Re: [DISCUSS] FLIP-177: Extend Sink API

Piotr Nowojski Fri, 23 Jul 2021 08:36:55 -0700

Hi,

Regarding the question whether to expose the MailboxExecutor or not:
1. We have plans on exposing it in the ProcessFunction (in short we want to
make StreamOperator API private/internal only, and move all of it's extra
functionality in one way or another to the ProcessFunction). I don't
remember and I'm not sure if *Dawid* had a different idea about this (do
not expose Mailbox but wrap it somehow?)
2. If we provide a thin wrapper around MailboxExecutor, I'm not sure how
helpful it will be for keeping backward compatibility in the future.
`MailboxExecutor` is already a very generic interface that doesn't expose
much about the current threading model. Note that the previous threading
model (multi threaded with checkpoint lock), should be easy to implement
using the `MailboxExecutor` interface (use a direct executor that acquires
checkpoint lock).


Having said that, I haven't spent too much time thinking about whether it's
better to enrich AsyncIO or provide the AsyncSink.

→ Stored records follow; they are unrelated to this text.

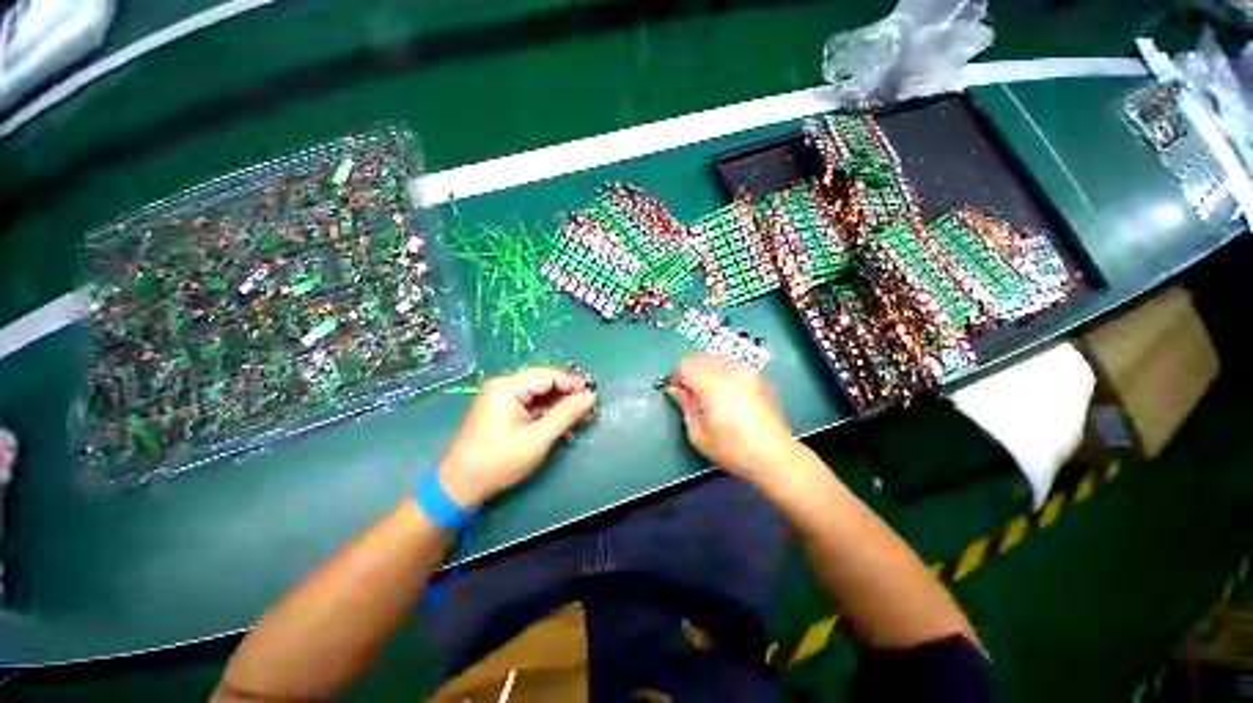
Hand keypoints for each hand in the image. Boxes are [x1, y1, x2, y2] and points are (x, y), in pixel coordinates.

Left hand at [438, 367, 595, 507]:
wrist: (458, 487)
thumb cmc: (499, 460)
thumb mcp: (538, 438)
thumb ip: (566, 414)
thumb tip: (590, 396)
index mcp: (508, 387)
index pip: (548, 375)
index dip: (572, 384)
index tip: (592, 396)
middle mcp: (503, 386)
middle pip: (543, 382)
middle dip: (566, 394)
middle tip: (588, 408)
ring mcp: (500, 398)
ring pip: (538, 394)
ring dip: (558, 404)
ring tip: (579, 416)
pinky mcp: (501, 411)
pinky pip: (530, 404)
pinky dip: (546, 412)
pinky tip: (560, 421)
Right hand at [666, 354, 796, 483]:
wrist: (774, 456)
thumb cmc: (732, 449)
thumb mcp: (698, 432)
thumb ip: (685, 404)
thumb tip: (675, 389)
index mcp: (712, 383)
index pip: (685, 364)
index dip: (676, 377)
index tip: (676, 393)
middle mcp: (729, 370)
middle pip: (699, 357)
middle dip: (690, 372)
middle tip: (690, 394)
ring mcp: (746, 370)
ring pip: (715, 358)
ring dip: (706, 370)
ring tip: (709, 394)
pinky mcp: (758, 376)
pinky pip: (731, 365)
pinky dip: (722, 372)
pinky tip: (726, 393)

If we can just as
efficiently provide the same functionality using the existing/enhanced
AsyncIO API, that may be a good idea if it indeed reduces our
maintenance costs.

Piotrek

pt., 23 lip 2021 o 12:55 Guowei Ma <guowei....@gmail.com> napisał(a):

> Hi, Arvid
>
> >>>The main question here is what do you think is the harm of exposing
> Mailbox? Is it the complexity or the maintenance overhead?
>
> I think that exposing the internal threading model might be risky. In case
> the threading model changes, it will affect the user's api and bring the
> burden of internal modification. (Of course, you may have more say in how
> the MailBox model will develop in the future) Therefore, I think that if an
> alternative solution can be found, these possible risks will be avoided:
> for example, through AsyncIO.
>
> >>>>AsyncIO has no user state, so we would be quite limited in implementing
> at-least-once sinks especially when it comes to retries. Chaining two
> AsyncIO would make it even harder to reason about the built-in state. We
> would also give up any chance to implement exactly once async sinks (even
> though I'm not sure if it's possible at all).
>
> 1. Why would we need to use the state when retrying(maybe I miss
> something)? If a batch of asynchronous requests fails, I think it is enough
> to retry directly in the callback. Or extend AsyncIO to give it the ability
> to retry（XXXFuture.fail (Excelption)）; in addition, in general, the client
> has its own retry mechanism, at least the producer of Kineses said in the
> document. Of course I am not opposed to retrying, I just want to find a
> more obvious example to support the need to do so.
>
> 2. I don't think using AsyncIO will prevent exactly once in the future.
> Both solutions need to be rewritten unless Exactly Once is required from
> the beginning.
>
> >>>Users will have a hard time to discover SinkUtil.sinkTo compared to the
> expected stream.sinkTo. We have seen that on other occasions already (e.g.,
> reinterpretAsKeyedStream).
> In fact, I think this is the most important issue. We lack the function of
> supporting sub-topology at the API layer, which is very inconvenient. For
> examplestream.sinkTo(AsyncSinkTopoloyBuilder), what do you think?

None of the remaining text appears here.